Updated: Apr 08, 2016
 

Background

Supernumerary nipples are common minor congenital malformations that consist of nipples and/or related tissue in addition to the nipples normally appearing on the chest. Supernumerary nipples are located along the embryonic milk lines. Ectopic supernumerary nipples are found beyond the embryonic milk lines. The embryonic milk line is the line of potentially appearing breast tissue as observed in many mammals. In humans, the embryonic milk line extends bilaterally from a point slightly beyond the axillae on the arms, down the chest and the abdomen toward the groin. It is generally thought to end at the proximal inner sides of the thighs, although supernumerary nipples have been described on the foot.[1] Supernumerary nipples can appear complete with breast tissue and ducts and are then referred to as polymastia, or they can appear partially with either of the tissues involved.

The classification established by Kajava in 1915 remains valid[2] :

  • Complete supernumerary nipple - Nipple and areola and glandular breast tissue
  • Supernumerary nipple - Nipple and glandular tissue (no areola)
  • Supernumerary nipple - Areola and glandular tissue (no nipple)
  • Aberrant glandular tissue only
  • Supernumerary nipple - Nipple and areola and pseudomamma (fat tissue that replaces the glandular tissue)
  • Supernumerary nipple - Nipple only (the most common supernumerary nipple)
  • Supernumerary nipple - Areola only (polythelia areolaris)
  • Patch of hair only (polythelia pilosa)

Although this classification is clear, encountering interchangeable terms and misnomers when dealing with the supernumerary nipple complex is not surprising due to variability in morphologic patterns.

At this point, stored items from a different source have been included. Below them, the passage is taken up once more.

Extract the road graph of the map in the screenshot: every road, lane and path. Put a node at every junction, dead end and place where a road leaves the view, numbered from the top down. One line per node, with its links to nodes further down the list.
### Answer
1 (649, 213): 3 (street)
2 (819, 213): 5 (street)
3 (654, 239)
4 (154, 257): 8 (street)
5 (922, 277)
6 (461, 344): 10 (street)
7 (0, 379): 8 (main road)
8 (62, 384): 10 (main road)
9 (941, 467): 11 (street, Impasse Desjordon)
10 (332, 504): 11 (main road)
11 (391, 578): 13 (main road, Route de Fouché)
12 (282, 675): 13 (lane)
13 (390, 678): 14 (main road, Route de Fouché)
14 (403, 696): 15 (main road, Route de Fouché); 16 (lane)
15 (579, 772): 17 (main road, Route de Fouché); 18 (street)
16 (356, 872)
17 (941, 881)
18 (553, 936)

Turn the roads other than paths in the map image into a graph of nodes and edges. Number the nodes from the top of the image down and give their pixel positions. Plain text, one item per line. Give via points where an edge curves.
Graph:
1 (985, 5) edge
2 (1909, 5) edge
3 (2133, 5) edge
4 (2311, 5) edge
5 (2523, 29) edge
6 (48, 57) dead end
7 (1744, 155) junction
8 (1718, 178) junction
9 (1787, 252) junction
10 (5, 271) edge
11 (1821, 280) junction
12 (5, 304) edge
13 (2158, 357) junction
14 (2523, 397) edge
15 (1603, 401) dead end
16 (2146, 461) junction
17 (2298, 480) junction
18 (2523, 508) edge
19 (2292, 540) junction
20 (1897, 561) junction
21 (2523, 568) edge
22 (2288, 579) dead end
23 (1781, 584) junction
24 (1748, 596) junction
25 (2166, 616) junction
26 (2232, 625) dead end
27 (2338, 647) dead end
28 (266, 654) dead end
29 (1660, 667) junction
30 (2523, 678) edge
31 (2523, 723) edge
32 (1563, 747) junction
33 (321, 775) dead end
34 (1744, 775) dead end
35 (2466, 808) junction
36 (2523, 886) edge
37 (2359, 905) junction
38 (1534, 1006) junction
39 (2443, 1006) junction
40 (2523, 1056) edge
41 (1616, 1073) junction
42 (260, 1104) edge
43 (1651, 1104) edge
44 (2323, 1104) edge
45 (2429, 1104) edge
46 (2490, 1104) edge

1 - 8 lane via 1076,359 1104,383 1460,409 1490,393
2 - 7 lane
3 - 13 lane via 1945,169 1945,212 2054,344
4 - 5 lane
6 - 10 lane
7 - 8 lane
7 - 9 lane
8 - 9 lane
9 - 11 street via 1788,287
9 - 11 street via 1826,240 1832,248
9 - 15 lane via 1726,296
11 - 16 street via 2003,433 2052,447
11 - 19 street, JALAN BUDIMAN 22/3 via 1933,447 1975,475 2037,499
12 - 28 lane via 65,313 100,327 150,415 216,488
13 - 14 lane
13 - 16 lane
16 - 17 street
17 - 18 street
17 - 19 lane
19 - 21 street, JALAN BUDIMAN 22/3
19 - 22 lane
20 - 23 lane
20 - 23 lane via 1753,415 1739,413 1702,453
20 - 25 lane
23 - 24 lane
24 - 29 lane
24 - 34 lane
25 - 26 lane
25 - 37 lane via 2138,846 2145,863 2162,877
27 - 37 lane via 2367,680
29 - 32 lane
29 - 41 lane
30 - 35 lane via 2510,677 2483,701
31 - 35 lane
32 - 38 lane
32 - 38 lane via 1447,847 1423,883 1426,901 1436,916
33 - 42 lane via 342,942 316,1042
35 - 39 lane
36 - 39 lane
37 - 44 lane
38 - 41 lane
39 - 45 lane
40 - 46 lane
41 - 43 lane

The paucity of descriptions of supernumerary nipples in medical writings is probably due to its relatively minor clinical significance. The occurrence of supernumerary nipples has been documented since Roman times and featured in legends and ethnic mythology prior to that time. Supernumerary nipples, and particularly polymastia, were attributed to increased femininity and fertility. Ancient artists depicted the goddess of Artemis of Ephesus and the Phoenician goddess of fertility, Astrate, like other ancient deities, as having row upon row of breasts on their chests.[3] Anne Boleyn, the wife of King Henry VIII, was known to have a third breast. Supernumerary nipples in men were a sign of virility and endowed them with divine powers. Nowadays, film stars expose their supernumerary nipples in the cinema with this same effect.[3]

The first medical report dates back to 1878 when Leichtenstern estimated the prevalence of supernumerary nipples to be 1 in 500 (0.2%).[4] In recent years, supernumerary nipples and their association with other congenital anomalies and malignancies has been a topic of considerable debate.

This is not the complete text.